GEMM Macro Kernel
The GEMM Macro Kernel computes the GEMM operation \(C \leftarrow \beta C + \alpha A B\) based on packing blocks of \(A\) and $B and multiplying these using the GEMM micro kernel. The matrix dimension are as follows:
-
\(A\) is a \(m \times k\) matrix with \(m < M_c\) and \(k < K_c\).
-
\(B\) is a \(k \times n\) matrix with \(n < N_c\).
-
\(C\) is a \(m \times n\) matrix.
Exercise: Test Framework
-
Parameters \(M_C\), \(N_C\), \(K_C\) as well as \(M_r\), \(N_r\) are defined through macros. Hereby we require that \(M_r\) divides \(M_c\) and \(N_r\) divides \(N_c\). Beside these restrictions you can choose arbitrary values. However, it is usually a good idea to use pairwise different values. (Why?)
-
In main the following test case should be setup:
-
Allocate a \(m \times k\) matrix \(A\) with \(m < M_c\) and \(k < K_c\). The strict smaller inequality is chosen on purpose! (Why?)
-
Allocate a \(k \times n\) matrix \(B\) with \(n < N_c\).
-
Also make sure that \(m\), \(n\) and \(k\) are pairwise different.
-
Allocate two \(m \times n\) matrices \(C_0\) and \(C_1\).
-
Initialize all matrices. Hereby \(C_0\) and \(C_1\) should be equal.
-
Print matrices \(A\), \(B\) and \(C_0\).
-
For some fixed value of \(\alpha\) and \(\beta\) compute \(C_0 \leftarrow \beta C_0 + \alpha A B\) with a reference implementation for GEMM.
-
Print \(C_0\)
-
Print \(C_1\)
-
Note: Print the name of the matrix before you print its value.

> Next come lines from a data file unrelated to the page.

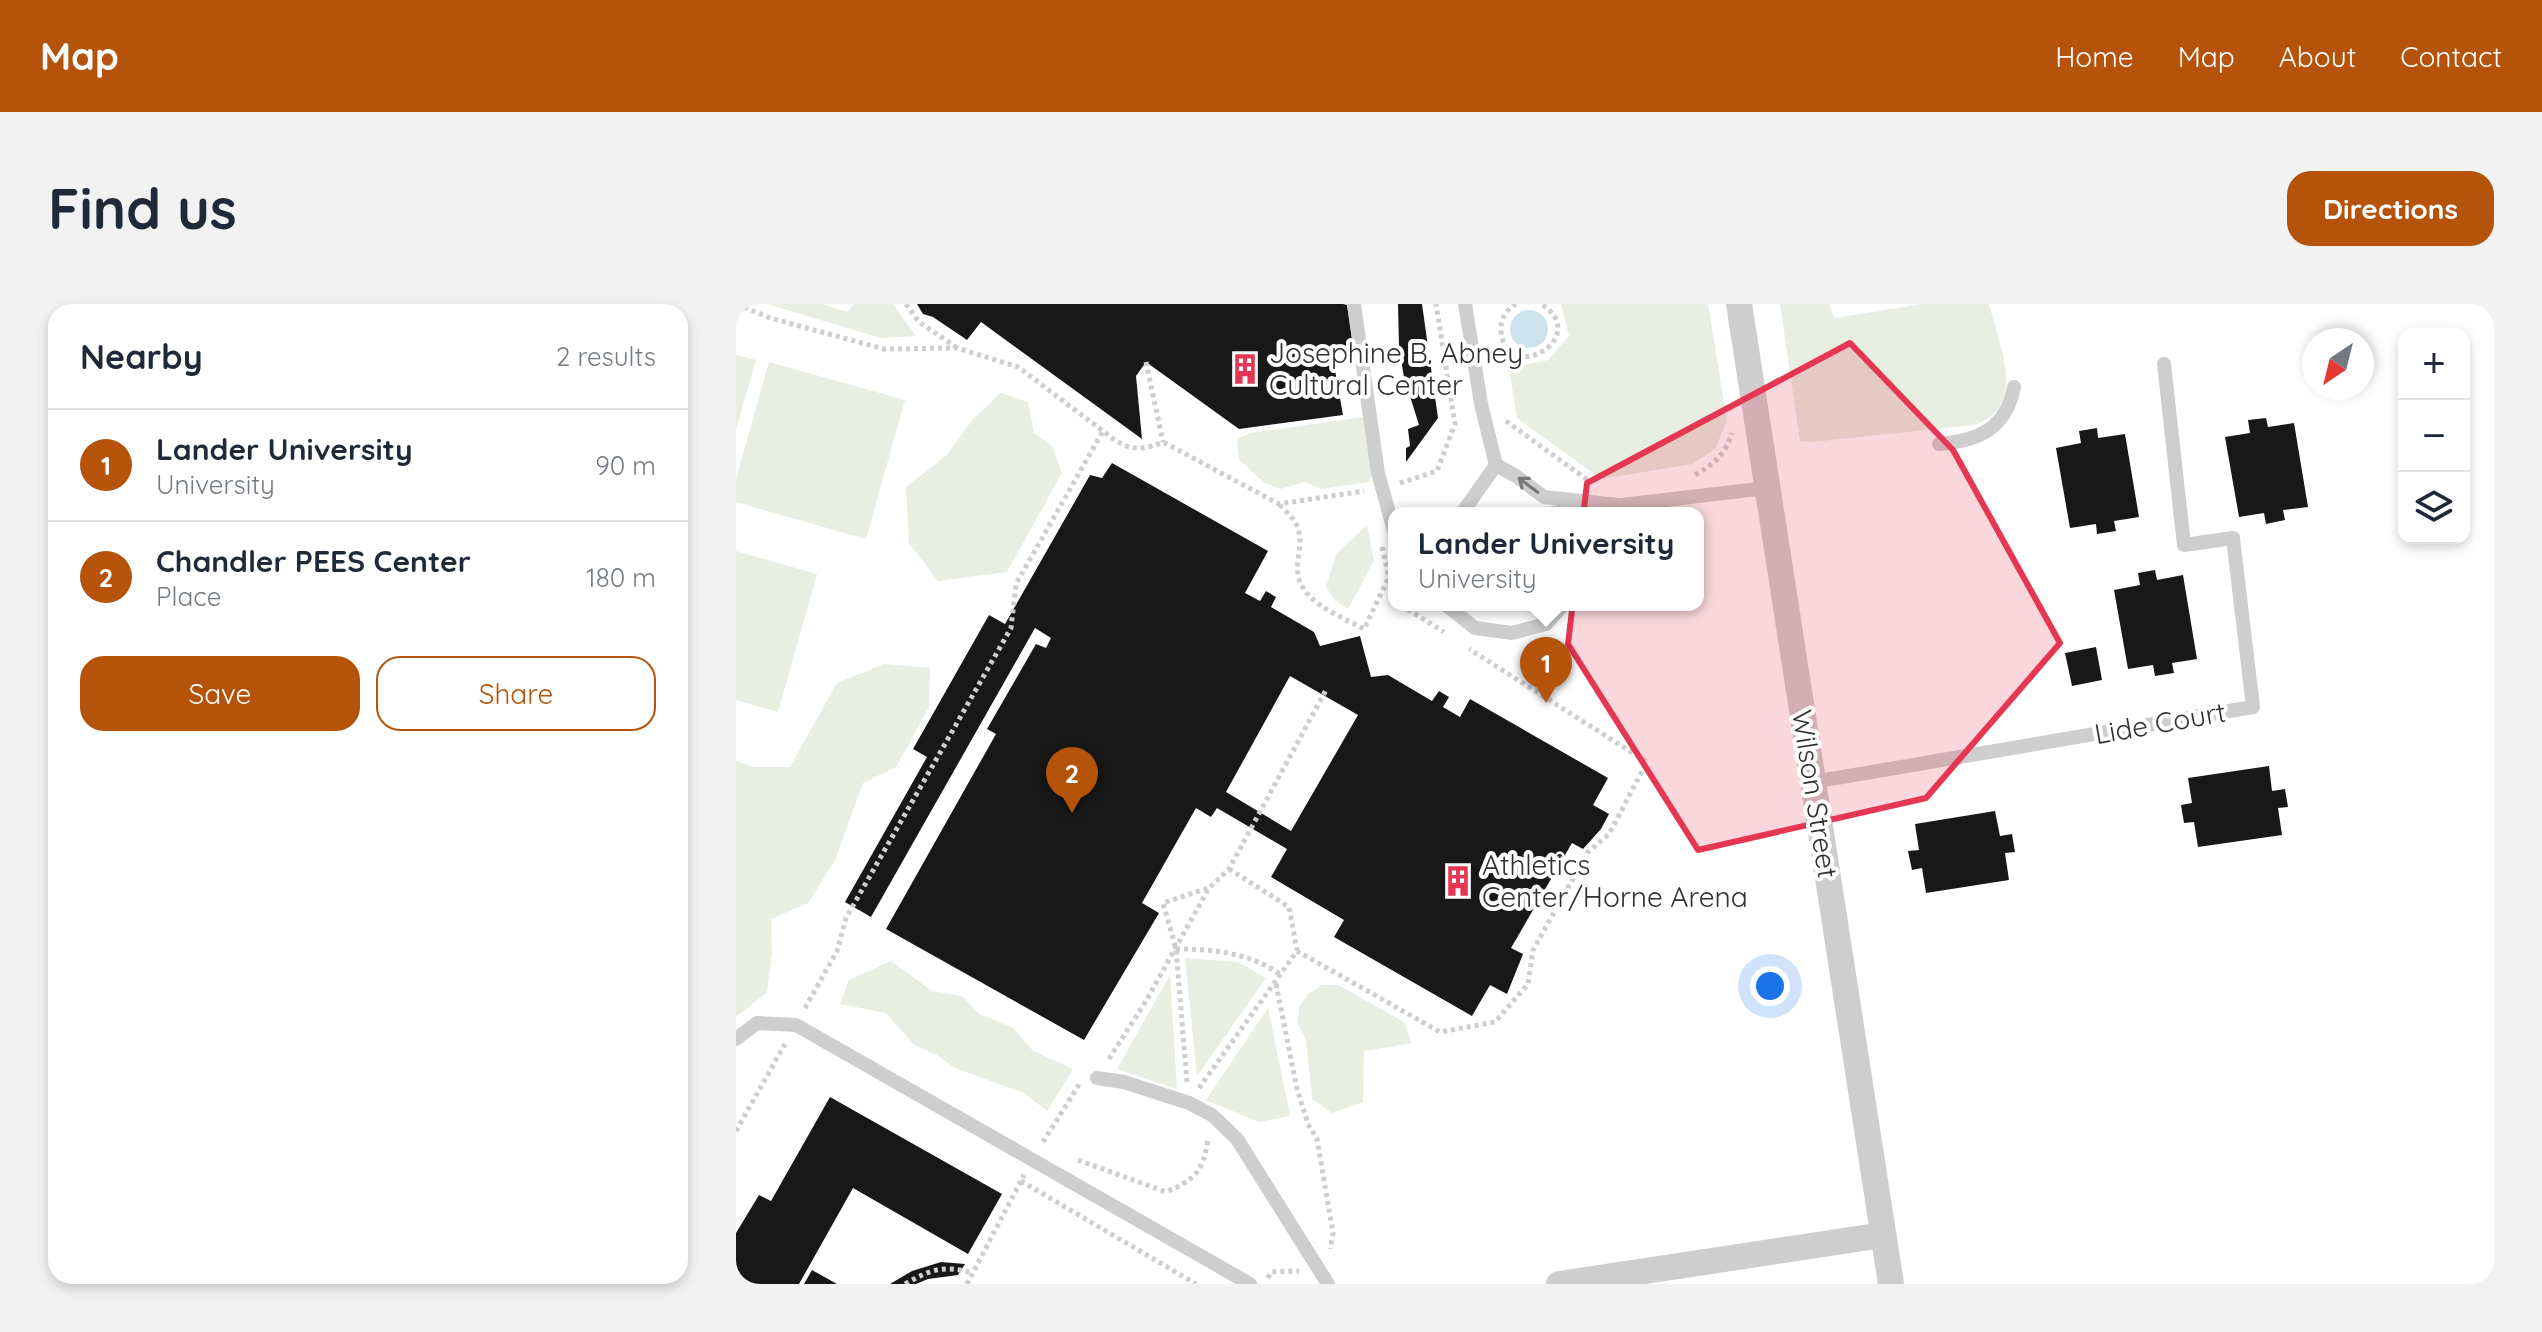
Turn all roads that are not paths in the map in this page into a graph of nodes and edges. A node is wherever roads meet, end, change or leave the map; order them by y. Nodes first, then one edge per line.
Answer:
1 (1354, 304) edge
2 (1465, 304) edge
3 (1739, 304) edge
4 (2164, 364) dead end
5 (2014, 387) dead end
6 (1939, 444) dead end
7 (1496, 465) junction
8 (1767, 488) junction
9 (1466, 507) edge
10 (1603, 507) edge
11 (1629, 507) edge
12 (1386, 533) edge
13 (1454, 611) edge
14 (1558, 611) edge
15 (1813, 782) junction
16 (736, 1039) edge
17 (1097, 1078) road end
18 (1883, 1235) junction
19 (1250, 1284) edge
20 (1328, 1284) edge
21 (1559, 1284) edge
22 (1891, 1284) edge

1 - 12 lane
2 - 7 lane
3 - 8 street, Wilson Street
4 - 15 lane, Lide Court
5 - 6 lane
7 - 9 lane
10 -> 7 lane
8 - 11 lane
8 - 15 street, Wilson Street
13 - 14 lane
15 - 18 street, Wilson Street
16 - 19 lane
17 - 20 lane
18 - 21 street
18 - 22 street, Wilson Street

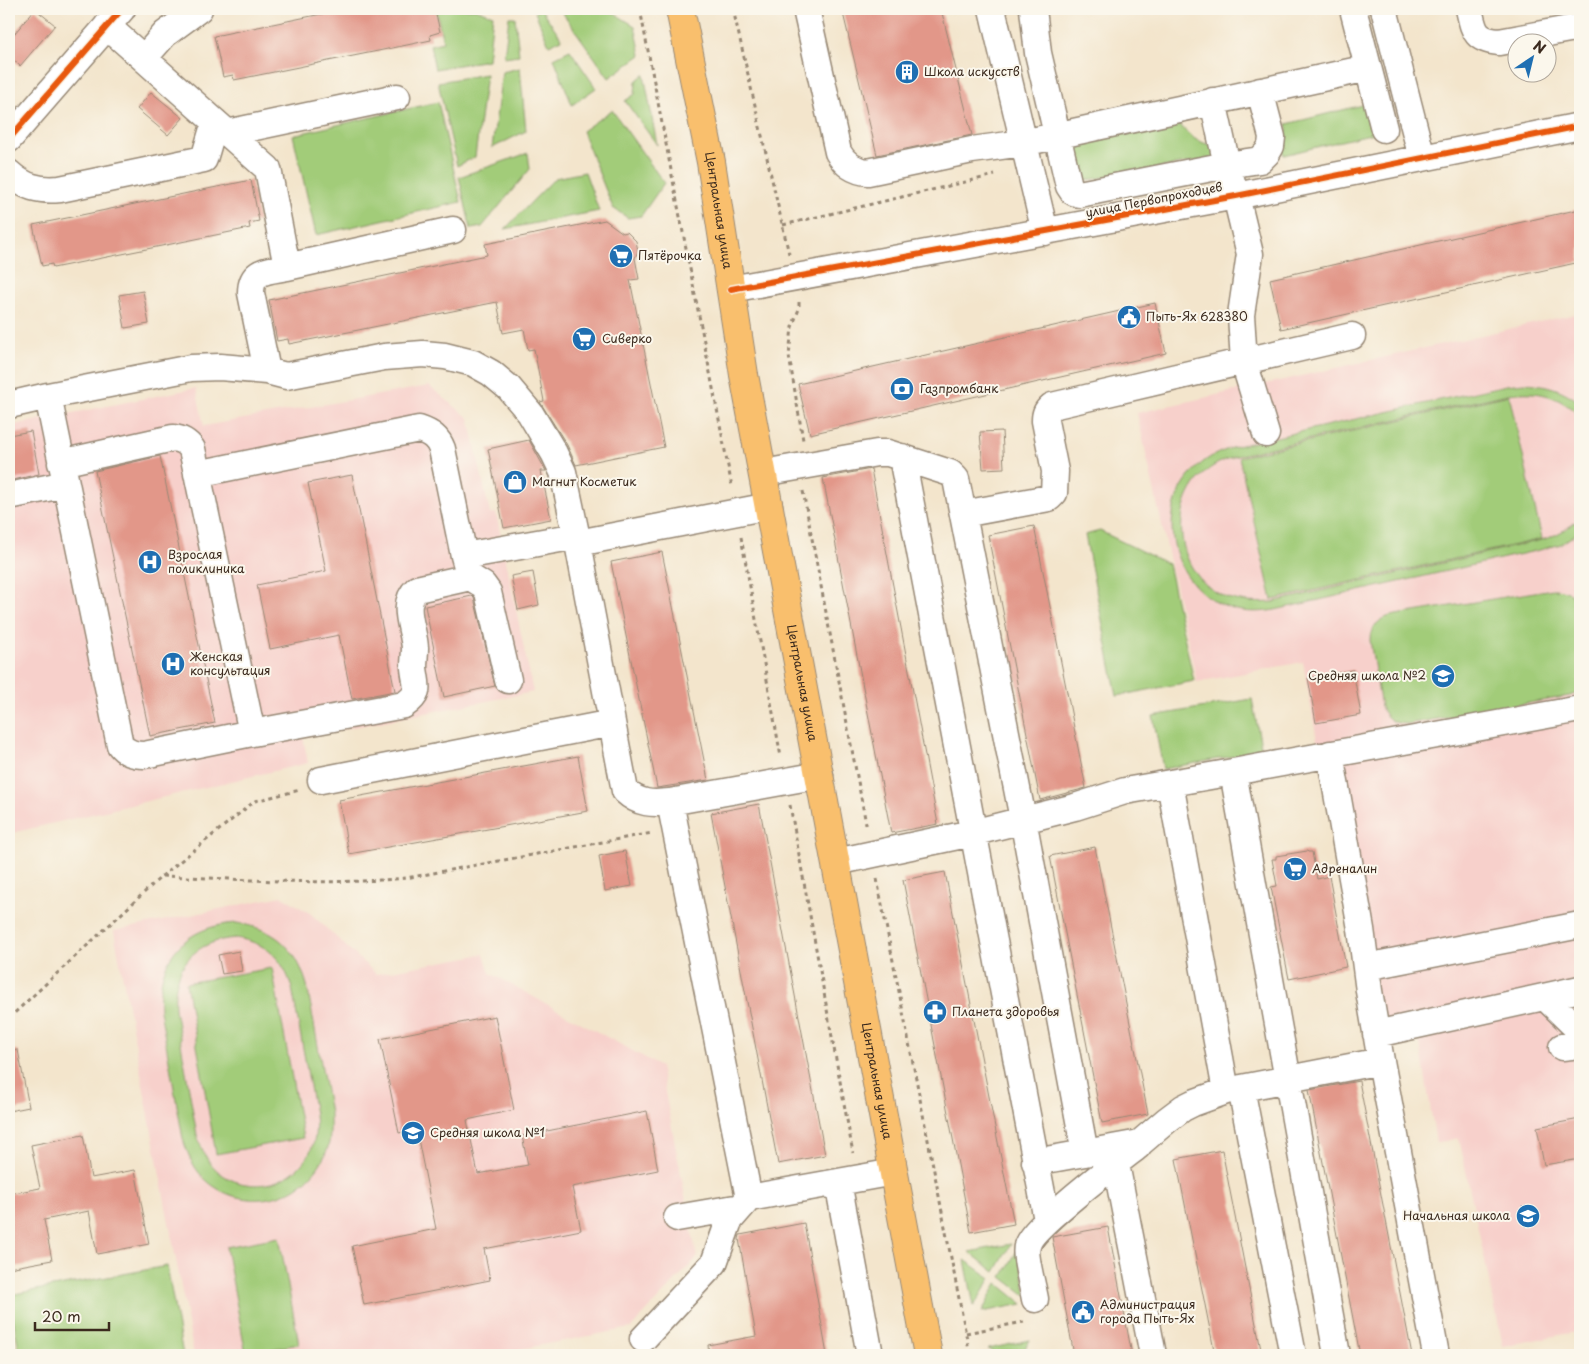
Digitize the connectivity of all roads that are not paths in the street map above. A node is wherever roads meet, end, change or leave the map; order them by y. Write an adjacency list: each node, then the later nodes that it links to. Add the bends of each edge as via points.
1 (199, 9): 11 (street, via 165,34)
2 (680, 9): 33 (main road, Центральная улица, via 711,162)
3 (806, 9): 22 (street, via 838,152 850,167 868,172)
4 (992, 9): 22 (street)
5 (1033, 9): 21 (street, via 1038,53)
6 (1353, 9): 12 (street)
7 (1384, 9): 24 (street)
8 (1469, 9): 10 (street, via 1475,32 1489,41 1499,42)
9 (114, 17): 11 (street); 20 (street)
10 (1580, 27)
11 (144, 58): 18 (street)
12 (1368, 68): 13 (street); 19 (street)
13 (1260, 91): 15 (street); 26 (street, via 1272,137 1271,146 1260,160)
14 (397, 97): 17 (street)
15 (1213, 101): 21 (street); 26 (street)
16 (1580, 126): 24 (street, улица Первопроходцев)
17 (259, 127): 18 (street); 27 (street)
18 (221, 128): 23 (street); 25 (street)
19 (1384, 129)
20 (10, 134)
21 (1057, 135): 22 (street); 26 (street, via 1069,186 1079,194)
22 (1023, 143): 31 (street)
23 (247, 150): 25 (street); 27 (street)
24 (1422, 158): 29 (street, улица Первопроходцев)
25 (204, 159): 28 (street, via 54,190 31,188)
26 (1227, 164): 29 (street)
27 (268, 169): 32 (street)
28 (9, 173)
29 (1236, 196): 31 (street, улица Первопроходцев); 35 (street, via 1250,254 1241,315)
30 (453, 230): 32 (street)
31 (1044, 232): 33 (street, улица Первопроходцев)
32 (287, 267): 36 (street, via 260,272 251,284)
33 (731, 289): 43 (main road, Центральная улица)
34 (1352, 336): 35 (street)
35 (1244, 362): 39 (street); 46 (street, via 1052,406 1044,421 1055,471 1054,493 1049,498)
36 (267, 371): 37 (street, via 191,368); 47 (street, via 286,376 404,354 445,356 473,363 509,388 530,413 554,453 563,472)
37 (48, 396): 38 (street); 41 (street)
38 (9, 405)
39 (1266, 434)
40 (902, 457): 43 (street, via 877,453); 46 (street, via 950,473 956,479); 60 (street)
41 (64, 473): 42 (street, via 173,438 181,439 192,449); 44 (street); 52 (street, via 120,745 130,754 144,755)
42 (197, 474): 48 (street, via 419,429 433,435 442,449); 52 (street)
43 (763, 474): 45 (main road, Центральная улица)
44 (9, 496)
45 (769, 506): 47 (street); 55 (main road, Центральная улица)
46 (964, 514): 59 (street)
47 (577, 540): 48 (street); 51 (street)
48 (467, 566): 49 (street, via 488,592); 52 (street, via 417,589 409,601 417,683 411,700 404,705)
49 (508, 680)
50 (1580, 709): 53 (street)
51 (612, 723): 56 (street); 58 (street, via 625,791 642,802)
52 (252, 733)
53 (1330, 754): 54 (street); 63 (street)
54 (1233, 772): 57 (street); 69 (street)
55 (820, 775): 58 (street); 61 (main road, Центральная улица)
56 (321, 780)
57 (1170, 783): 59 (street, via 1125,791); 70 (street)
58 (670, 802): 77 (street)
59 (1023, 820): 60 (street); 72 (street)
60 (972, 833): 61 (street); 73 (street)
61 (836, 862): 75 (main road, Центральная улица)
62 (1580, 925): 63 (street)
63 (1366, 967): 66 (street)
64 (1580, 989): 65 (street)
65 (1545, 997): 66 (street); 67 (street)
66 (1376, 1034): 68 (street)
67 (1574, 1041)
68 (1381, 1061): 69 (street); 82 (street)
69 (1287, 1079): 70 (street); 87 (street)
70 (1234, 1089): 71 (street, via 1193,1102); 86 (street)
71 (1140, 1144): 72 (street); 74 (street)
72 (1085, 1154): 73 (street)
73 (1035, 1162): 79 (street)
74 (1116, 1164): 79 (street); 85 (street)
75 (894, 1172): 76 (street); 84 (main road, Центральная улица)
76 (846, 1180): 77 (street); 83 (street)
77 (745, 1202): 78 (street); 81 (street, via 729,1221 714,1263)
78 (677, 1218)
79 (1046, 1220): 80 (street, via 1029,1239 1026,1251)
80 (1035, 1299)
81 (643, 1338)
82 (1431, 1353)
83 (870, 1355)
84 (928, 1355)
85 (1153, 1355)
86 (1293, 1355)
87 (1337, 1355)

Exercise: Add a call of the GEMM Macro Kernel
The macro kernel assumes that it receives already packed blocks \(A\) and \(B\). The signature for the macro kernel is given as
void dgemm_macro(size_t m, size_t n, size_t k, double alpha, const double *A, const double *B, double beta, double *C, ptrdiff_t incRowC, ptrdiff_t incColC);
-
Why are there no row and column increments for \(A\) and \(B\)?
-
Add in main a call of the macro kernel as follows:
-
Allocate buffers \(A_p\) and \(B_p\) of length \(M_c \cdot K_C\) and \(K_c \cdot N_c\) respectively.
-
Pack \(A\) and \(B\) into these buffers.
-
Call the macro kernel
-
Deallocate the buffers.
-
Do not continue until this compiles and runs without crashing.
Exercise: Implement the macro kernel
Implement the macro-kernel:
-
\(A\) gets partitioned into horizontal panels of dimension \(m_r \times k\) with \(m_r \leq M_r\).
-
\(B\) gets partitioned into vertical panels of dimension \(k \times n_r\) with \(n_r \leq N_r\).
-
Panels of \(A\) are multiplied with panels of \(B\) using the micro kernel.
-
Note that micro kernel requires that dimensions of \(A\) and \(B\) have dimension \(M_r \times k\) and \(k \times N_r\) respectively!
In case of \(m < M_r\) or \(n < N_r\) recall that the buffers contain panels that were extended through zero padding to dimensions \(M_r \times k\) and \(k \times N_r\) respectively.
So in this case use the following workaround:
-
Compute \(AB \leftarrow \alpha A_i B_j\) were \(A_i\) and \(B_J\) denote panels.
-
Compute \(C_{i,j} \leftarrow \beta C_{i,j}\) (GEAXPY) where \(C_{i,j}\) denotes the corresponding block of \(C\).
-
Compute \(C_{i,j} \leftarrow AB|_{\text{dim}{C_{i,j}}}\) where \(AB|_{\text{dim}{C_{i,j}}}\) denotes the upper-left part of \(AB\) that is relevant for updating \(C_{i,j}\).
-